→ Problem description
Once every line below with "nodes" has been counted, state the total and nothing else.

→ Items listed in a dataset
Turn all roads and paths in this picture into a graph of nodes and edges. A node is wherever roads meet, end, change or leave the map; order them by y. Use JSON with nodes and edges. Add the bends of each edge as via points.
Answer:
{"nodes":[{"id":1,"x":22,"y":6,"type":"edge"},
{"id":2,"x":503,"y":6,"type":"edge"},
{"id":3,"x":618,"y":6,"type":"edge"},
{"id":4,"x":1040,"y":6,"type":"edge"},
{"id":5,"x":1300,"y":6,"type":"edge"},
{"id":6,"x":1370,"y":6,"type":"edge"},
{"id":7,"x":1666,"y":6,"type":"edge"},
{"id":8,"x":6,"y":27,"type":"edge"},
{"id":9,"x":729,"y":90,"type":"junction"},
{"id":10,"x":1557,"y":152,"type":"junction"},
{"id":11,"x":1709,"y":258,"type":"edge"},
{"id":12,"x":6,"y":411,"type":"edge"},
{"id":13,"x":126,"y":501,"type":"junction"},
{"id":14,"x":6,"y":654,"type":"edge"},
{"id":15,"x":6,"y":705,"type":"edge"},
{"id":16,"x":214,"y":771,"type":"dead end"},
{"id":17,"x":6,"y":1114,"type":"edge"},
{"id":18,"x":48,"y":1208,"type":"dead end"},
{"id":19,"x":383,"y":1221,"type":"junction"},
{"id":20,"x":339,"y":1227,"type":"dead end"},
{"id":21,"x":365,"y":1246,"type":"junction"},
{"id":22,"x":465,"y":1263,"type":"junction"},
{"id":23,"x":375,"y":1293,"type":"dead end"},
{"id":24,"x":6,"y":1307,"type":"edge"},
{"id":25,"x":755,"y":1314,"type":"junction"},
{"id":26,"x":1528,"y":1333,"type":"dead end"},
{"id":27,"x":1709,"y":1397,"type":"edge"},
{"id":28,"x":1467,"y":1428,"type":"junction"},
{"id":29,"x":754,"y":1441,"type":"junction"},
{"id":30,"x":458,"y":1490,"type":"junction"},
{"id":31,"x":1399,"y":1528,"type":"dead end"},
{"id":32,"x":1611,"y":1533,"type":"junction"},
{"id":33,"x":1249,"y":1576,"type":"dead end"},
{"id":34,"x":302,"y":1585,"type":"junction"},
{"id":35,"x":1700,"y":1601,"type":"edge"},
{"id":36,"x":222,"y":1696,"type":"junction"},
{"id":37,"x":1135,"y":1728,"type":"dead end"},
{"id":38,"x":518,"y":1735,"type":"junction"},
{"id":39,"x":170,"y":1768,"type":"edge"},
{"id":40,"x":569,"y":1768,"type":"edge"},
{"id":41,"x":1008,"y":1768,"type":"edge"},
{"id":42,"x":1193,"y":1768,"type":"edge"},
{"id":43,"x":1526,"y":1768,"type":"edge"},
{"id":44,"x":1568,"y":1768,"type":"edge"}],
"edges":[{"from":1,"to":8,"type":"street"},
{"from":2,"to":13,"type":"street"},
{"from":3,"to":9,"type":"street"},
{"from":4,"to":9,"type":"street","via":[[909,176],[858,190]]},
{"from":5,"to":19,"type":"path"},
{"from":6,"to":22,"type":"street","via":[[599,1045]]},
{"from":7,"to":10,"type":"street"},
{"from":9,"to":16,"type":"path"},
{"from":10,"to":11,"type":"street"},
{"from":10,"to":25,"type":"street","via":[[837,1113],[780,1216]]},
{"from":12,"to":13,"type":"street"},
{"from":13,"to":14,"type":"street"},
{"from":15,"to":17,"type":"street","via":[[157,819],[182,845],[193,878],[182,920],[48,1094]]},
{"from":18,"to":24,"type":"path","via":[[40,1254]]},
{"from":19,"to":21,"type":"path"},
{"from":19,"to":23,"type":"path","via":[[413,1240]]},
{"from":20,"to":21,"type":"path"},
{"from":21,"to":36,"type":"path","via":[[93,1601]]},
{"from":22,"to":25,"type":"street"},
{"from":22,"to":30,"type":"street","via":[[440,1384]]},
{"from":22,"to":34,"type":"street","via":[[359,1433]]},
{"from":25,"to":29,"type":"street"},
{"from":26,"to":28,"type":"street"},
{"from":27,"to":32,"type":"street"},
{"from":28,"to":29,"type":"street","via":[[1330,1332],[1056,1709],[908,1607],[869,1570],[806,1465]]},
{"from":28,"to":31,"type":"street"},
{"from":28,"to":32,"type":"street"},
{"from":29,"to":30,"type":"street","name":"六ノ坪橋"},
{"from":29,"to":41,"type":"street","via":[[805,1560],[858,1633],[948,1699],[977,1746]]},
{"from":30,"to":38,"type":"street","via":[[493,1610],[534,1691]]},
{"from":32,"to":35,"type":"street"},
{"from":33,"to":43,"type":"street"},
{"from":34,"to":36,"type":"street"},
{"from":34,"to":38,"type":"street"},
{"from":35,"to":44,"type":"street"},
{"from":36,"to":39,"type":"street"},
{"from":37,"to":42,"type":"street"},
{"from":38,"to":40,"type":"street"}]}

→ Result for this exercise
2